To interpret some American Libertarians views as 'all government is bad and all private industry is good' shows an incredible amount of naiveté. The author is inferring a general principle from specific arguments having missed the primary point. The reason you see so many specific arguments against government and for private industry in the modern day USA is not because anyone believes that government is inherently wrong but rather because what the government provides must necessarily be provided by the use of force. The government's chief source of income is taxation which is the application of force to private citizens to extract money.

Most libertarians support the government providing a few limited key services such as national defense and operating a police force. Where you see libertarians start balking at government services is when they reach out beyond the scope of protecting an individual from the use of force by another. In so expanding its scope, the government becomes that which it was created to defend against.



> Most libertarians support the government providing a few limited key services such as national defense and operating a police force. Where you see libertarians start balking at government services is when they reach out beyond the scope of protecting an individual from the use of force by another. In so expanding its scope, the government becomes that which it was created to defend against.

But its "key" services would be still run on forcedly stolen money, right? Because everyone "needs" police protection (and it surely can't be provided via free market), there still will be armed criminals who take the money from people in order to "provide" their "services". And as they have sovereign control over some area of land, you won't be able to opt out by any mean other than moving out to a different country.

Minarchism is better than the current systems in the same way small theft is better than murder, but it's still not ideal.

("National defense", by the way, is a myth.

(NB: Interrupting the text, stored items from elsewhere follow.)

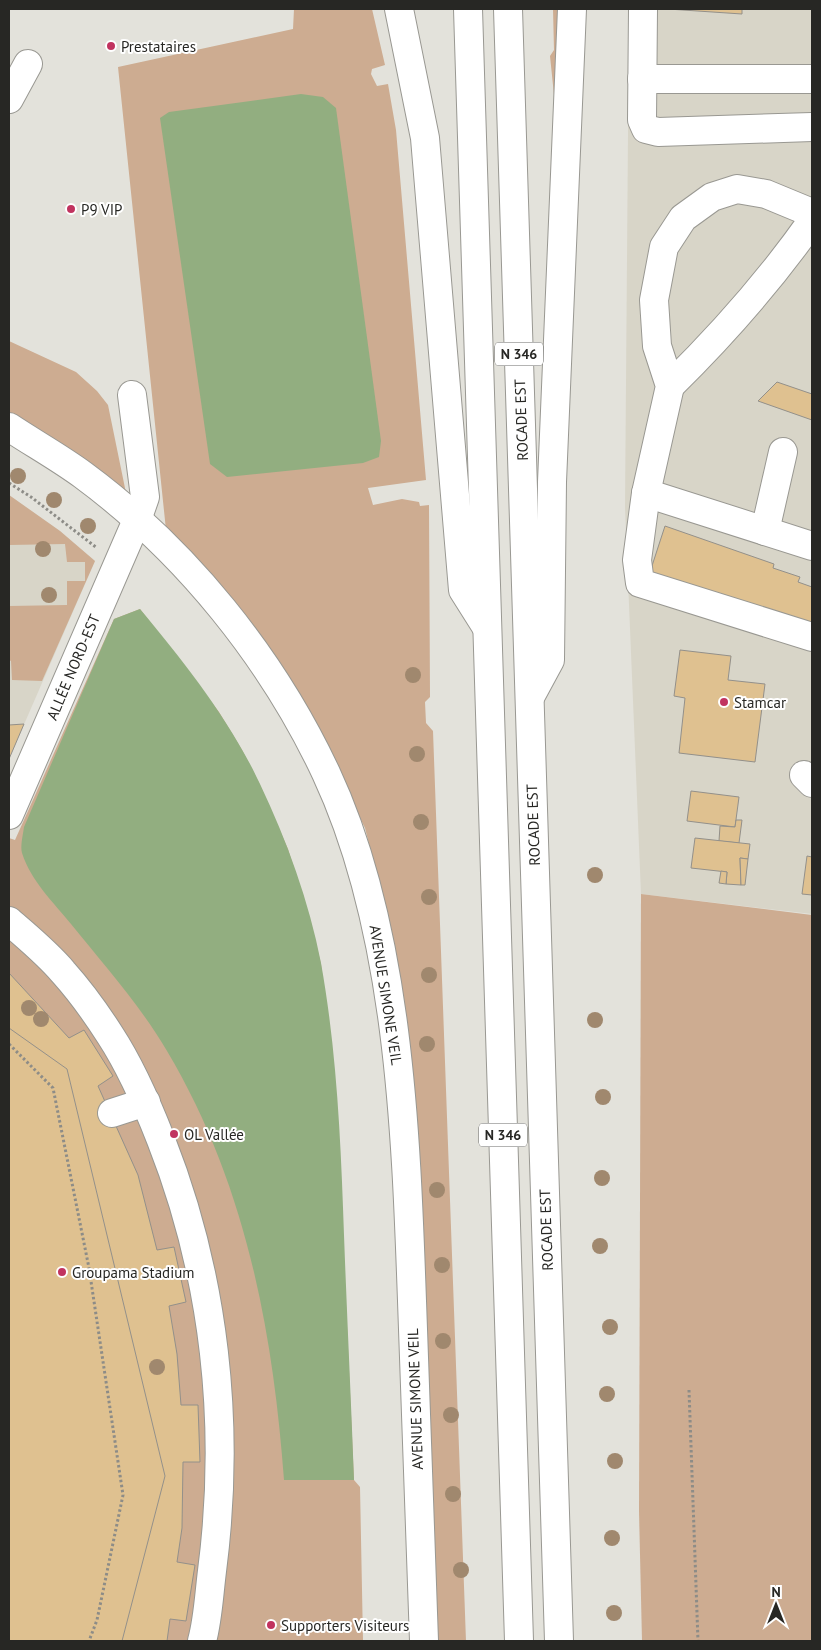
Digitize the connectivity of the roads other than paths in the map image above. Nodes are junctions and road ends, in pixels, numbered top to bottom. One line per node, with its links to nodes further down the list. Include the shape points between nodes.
1 (399, 9): 21 (main road, via 425,138 463,590)
2 (468, 9): 21 (main road, N 346)
3 (508, 9): 23 (main road, ROCADE EST / N 346)
4 (572, 9): 23 (main road, via 552,482 550,660)
5 (643, 9): 7 (main road)
6 (28, 64): 9 (main road)
7 (642, 80): 8 (main road); 10 (main road, via 642,120 646,129 658,132)
8 (812, 80)
9 (9, 99)
10 (812, 128)
11 (812, 213): 13 (main road, via 766,194 737,189 712,197 683,218 664,247 654,300 657,346)
12 (812, 221): 13 (main road, via 771,278 722,335)
13 (670, 386): 17 (main road)
14 (132, 396): 19 (main road, ALLÉE NORD-EST, via 145,497)
15 (9, 427): 19 (main road, AVENUE SIMONE VEIL, via 82,474)
16 (783, 452): 18 (main road)
17 (646, 493): 18 (main road); 22 (main road, via 637,560 640,583)
18 (764, 530): 20 (main road)
19 (132, 531): 24 (main road, ALLÉE NORD-EST); 29 (main road, AVENUE SIMONE VEIL, via 196,578 249,643 288,702 330,783 357,855 380,938 398,1079 409,1228)
20 (812, 546)
21 (488, 629): 30 (main road, N 346)
22 (812, 637)
23 (530, 699): 31 (main road, ROCADE EST / N 346)
24 (9, 815)
25 (9, 921): 26 (main road, via 63,971 110,1035)
26 (146, 1102): 27 (main road); 28 (main road, via 174,1173 191,1229 206,1295 217,1369 220,1456 216,1533)
27 (112, 1113)
28 (202, 1641)
29 (424, 1641)
30 (519, 1641)
31 (558, 1641)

There would be no need of one if there are no governments.)


> everyone "needs" police protection (and it surely can't be provided via free market)

Police protection certainly can be provided privately via the free market - and it often is even today, in the sense that there are more private security guards than public police officers in the US - but we usually call people who advocate entirely private generation and enforcement of law anarcho-capitalist rather than libertarian.

Economist David Friedman is one of the best thinkers on this subject; he bases his views on history and the economics of law - this chapter of his book Machinery of Freedom is a good starting point on the theoretical case:

http://www.daviddfriedman.com/Libertarian/Machinery_of_Freed...

(I also recommend the book _The Enterprise of Law: Justice Without The State_ by Bruce L. Benson: http://www.amazon.com/The-Enterprise-Law-Justice-Without/dp/... )


(I do know what anarcho-capitalism is; I'm anarcho-capitalist myself.)

Libertarianism is a broad term. Anarcho-capitalists are as libertarian as minarchists are. "Libertarian" can refer to either. It's obvious @essrinn was referring to minarchism, but I just wanted to point out that minarchists still advocate presence of a gang with weapons to preserve the "order" in the society and steal from people along the way.